[Dataset entries]
>>>>>

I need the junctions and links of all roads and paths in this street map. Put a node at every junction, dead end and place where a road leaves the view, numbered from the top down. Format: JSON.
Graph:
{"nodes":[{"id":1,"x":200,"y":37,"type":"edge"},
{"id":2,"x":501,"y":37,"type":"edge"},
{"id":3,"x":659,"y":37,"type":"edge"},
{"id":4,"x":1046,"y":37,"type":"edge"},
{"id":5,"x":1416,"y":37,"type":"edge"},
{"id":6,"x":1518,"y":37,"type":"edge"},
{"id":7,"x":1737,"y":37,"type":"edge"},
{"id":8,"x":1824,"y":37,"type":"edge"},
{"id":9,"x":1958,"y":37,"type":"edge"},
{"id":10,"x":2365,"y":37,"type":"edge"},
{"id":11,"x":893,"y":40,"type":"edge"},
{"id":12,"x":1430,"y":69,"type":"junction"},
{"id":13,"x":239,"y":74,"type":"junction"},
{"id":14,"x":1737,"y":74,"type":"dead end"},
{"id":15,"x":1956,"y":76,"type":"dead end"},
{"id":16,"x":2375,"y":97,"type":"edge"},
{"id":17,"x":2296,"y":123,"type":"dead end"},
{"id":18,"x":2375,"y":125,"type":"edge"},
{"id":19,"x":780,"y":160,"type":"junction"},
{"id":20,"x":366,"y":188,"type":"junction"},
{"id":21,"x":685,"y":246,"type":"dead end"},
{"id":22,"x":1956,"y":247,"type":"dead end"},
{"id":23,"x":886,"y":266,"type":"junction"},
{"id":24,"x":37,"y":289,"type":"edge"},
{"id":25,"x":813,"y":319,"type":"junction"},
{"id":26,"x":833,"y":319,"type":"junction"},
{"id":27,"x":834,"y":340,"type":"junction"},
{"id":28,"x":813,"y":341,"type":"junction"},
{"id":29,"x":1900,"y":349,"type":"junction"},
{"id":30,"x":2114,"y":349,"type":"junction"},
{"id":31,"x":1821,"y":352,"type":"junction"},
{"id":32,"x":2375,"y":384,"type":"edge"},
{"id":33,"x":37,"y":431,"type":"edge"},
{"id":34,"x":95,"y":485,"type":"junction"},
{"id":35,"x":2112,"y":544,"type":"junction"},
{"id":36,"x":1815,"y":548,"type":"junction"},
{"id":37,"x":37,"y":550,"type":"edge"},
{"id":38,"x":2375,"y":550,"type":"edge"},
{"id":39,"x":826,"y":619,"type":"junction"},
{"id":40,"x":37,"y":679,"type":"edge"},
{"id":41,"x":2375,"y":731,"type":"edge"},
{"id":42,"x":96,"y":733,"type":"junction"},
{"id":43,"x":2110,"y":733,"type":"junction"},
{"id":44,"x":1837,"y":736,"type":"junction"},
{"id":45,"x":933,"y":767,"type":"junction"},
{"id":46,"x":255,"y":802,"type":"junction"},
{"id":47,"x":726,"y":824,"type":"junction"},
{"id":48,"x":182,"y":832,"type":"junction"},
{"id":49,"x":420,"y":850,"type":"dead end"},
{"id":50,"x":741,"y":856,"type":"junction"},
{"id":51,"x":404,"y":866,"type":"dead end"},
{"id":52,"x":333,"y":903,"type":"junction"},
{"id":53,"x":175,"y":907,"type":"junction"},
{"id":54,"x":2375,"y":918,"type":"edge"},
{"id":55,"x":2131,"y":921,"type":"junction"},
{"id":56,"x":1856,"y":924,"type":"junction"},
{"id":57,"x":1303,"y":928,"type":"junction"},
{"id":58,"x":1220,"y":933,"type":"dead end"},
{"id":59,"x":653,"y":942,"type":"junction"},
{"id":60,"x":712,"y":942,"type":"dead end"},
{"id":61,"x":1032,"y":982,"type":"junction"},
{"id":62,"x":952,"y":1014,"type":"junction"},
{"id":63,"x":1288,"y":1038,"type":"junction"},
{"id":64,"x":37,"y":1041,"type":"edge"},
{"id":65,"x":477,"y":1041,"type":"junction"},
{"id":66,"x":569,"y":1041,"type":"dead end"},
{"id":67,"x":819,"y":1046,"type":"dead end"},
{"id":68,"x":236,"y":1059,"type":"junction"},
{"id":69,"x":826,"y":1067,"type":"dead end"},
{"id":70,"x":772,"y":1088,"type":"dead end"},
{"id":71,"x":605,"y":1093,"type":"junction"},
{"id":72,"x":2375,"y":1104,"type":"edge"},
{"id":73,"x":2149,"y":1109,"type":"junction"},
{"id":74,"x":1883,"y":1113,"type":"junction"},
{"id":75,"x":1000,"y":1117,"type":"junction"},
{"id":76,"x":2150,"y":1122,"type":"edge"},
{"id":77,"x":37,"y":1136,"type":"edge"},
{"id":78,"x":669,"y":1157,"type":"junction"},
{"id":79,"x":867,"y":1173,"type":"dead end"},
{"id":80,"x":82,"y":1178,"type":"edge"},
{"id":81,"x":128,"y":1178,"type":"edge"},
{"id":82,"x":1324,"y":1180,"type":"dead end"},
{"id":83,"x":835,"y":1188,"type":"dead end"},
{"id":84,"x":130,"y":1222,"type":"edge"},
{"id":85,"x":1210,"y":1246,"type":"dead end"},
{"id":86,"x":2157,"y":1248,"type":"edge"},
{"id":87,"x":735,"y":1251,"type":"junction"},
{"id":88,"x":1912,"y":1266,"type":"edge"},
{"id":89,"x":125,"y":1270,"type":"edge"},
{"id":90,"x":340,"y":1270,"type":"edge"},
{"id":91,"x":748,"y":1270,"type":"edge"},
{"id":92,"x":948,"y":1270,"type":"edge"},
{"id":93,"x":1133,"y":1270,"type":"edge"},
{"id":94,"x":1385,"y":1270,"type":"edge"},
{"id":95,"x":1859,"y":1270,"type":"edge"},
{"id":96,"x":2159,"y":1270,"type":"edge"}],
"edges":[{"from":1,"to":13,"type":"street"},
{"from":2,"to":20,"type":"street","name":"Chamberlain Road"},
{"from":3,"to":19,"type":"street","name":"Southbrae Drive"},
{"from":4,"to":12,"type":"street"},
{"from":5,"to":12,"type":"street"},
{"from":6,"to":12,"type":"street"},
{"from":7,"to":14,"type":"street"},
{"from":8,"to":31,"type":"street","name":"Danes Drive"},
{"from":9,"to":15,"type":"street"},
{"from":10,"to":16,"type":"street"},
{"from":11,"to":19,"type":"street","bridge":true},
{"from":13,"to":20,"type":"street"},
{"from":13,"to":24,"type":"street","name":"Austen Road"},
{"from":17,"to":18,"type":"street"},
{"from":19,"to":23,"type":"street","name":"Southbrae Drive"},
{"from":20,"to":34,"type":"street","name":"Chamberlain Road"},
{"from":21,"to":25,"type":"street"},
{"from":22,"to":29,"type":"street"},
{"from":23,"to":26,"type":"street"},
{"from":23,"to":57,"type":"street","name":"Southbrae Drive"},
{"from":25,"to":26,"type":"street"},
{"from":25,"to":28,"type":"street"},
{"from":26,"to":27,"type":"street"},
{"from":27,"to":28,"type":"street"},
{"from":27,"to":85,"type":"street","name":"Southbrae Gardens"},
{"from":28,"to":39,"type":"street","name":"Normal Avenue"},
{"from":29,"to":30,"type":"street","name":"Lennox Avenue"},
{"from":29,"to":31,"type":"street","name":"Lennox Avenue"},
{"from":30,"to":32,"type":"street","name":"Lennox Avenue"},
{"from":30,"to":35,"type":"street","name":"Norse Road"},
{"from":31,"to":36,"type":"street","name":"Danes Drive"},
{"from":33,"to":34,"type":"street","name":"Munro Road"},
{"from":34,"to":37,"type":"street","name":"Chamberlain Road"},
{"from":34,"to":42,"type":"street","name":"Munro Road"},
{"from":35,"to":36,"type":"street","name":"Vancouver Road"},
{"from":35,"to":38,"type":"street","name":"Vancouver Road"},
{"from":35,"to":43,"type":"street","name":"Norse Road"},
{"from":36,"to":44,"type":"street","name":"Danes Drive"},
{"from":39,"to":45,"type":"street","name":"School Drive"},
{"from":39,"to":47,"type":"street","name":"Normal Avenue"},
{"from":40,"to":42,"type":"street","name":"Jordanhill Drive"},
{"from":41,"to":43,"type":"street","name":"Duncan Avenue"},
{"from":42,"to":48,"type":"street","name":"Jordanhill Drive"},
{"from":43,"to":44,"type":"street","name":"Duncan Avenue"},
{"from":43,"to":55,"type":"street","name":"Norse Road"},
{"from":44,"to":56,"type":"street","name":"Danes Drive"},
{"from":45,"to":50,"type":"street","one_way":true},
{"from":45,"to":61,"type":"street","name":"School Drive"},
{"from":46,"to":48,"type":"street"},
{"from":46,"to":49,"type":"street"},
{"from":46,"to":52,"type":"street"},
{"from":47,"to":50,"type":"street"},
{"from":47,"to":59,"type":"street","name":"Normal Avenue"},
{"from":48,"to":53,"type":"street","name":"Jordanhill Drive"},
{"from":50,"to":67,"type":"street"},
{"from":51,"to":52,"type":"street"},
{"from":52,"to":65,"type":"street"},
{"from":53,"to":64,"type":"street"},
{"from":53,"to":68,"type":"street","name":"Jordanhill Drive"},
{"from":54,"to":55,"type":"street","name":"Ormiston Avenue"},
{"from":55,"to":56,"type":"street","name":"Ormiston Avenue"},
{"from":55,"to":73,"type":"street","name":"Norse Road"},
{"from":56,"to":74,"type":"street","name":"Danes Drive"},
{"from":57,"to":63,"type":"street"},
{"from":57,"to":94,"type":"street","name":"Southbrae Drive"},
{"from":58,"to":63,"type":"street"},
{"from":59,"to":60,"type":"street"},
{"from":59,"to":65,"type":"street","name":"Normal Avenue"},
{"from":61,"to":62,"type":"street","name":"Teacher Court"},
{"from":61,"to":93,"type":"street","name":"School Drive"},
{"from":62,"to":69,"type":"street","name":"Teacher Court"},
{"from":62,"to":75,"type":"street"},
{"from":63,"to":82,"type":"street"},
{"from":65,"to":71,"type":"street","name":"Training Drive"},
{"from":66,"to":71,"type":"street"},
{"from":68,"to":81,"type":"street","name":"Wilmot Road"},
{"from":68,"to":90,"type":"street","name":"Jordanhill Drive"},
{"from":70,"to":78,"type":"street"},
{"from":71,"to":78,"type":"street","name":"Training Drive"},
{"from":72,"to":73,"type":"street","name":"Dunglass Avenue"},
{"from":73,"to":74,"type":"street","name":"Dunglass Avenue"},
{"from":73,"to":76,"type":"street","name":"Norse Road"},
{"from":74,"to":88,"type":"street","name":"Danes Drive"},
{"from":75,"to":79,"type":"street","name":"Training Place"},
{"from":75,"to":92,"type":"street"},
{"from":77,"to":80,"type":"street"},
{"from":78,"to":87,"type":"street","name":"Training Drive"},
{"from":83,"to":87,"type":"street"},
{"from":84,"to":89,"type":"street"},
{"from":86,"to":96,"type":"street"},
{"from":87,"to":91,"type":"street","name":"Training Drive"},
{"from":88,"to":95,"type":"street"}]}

<<<<<

-- Your task --
Find the word "Vancouver" in the data and copy out each line where it turns up.

-- Worked solution --
{"from":35,"to":36,"type":"street","name":"Vancouver Road"},
{"from":35,"to":38,"type":"street","name":"Vancouver Road"},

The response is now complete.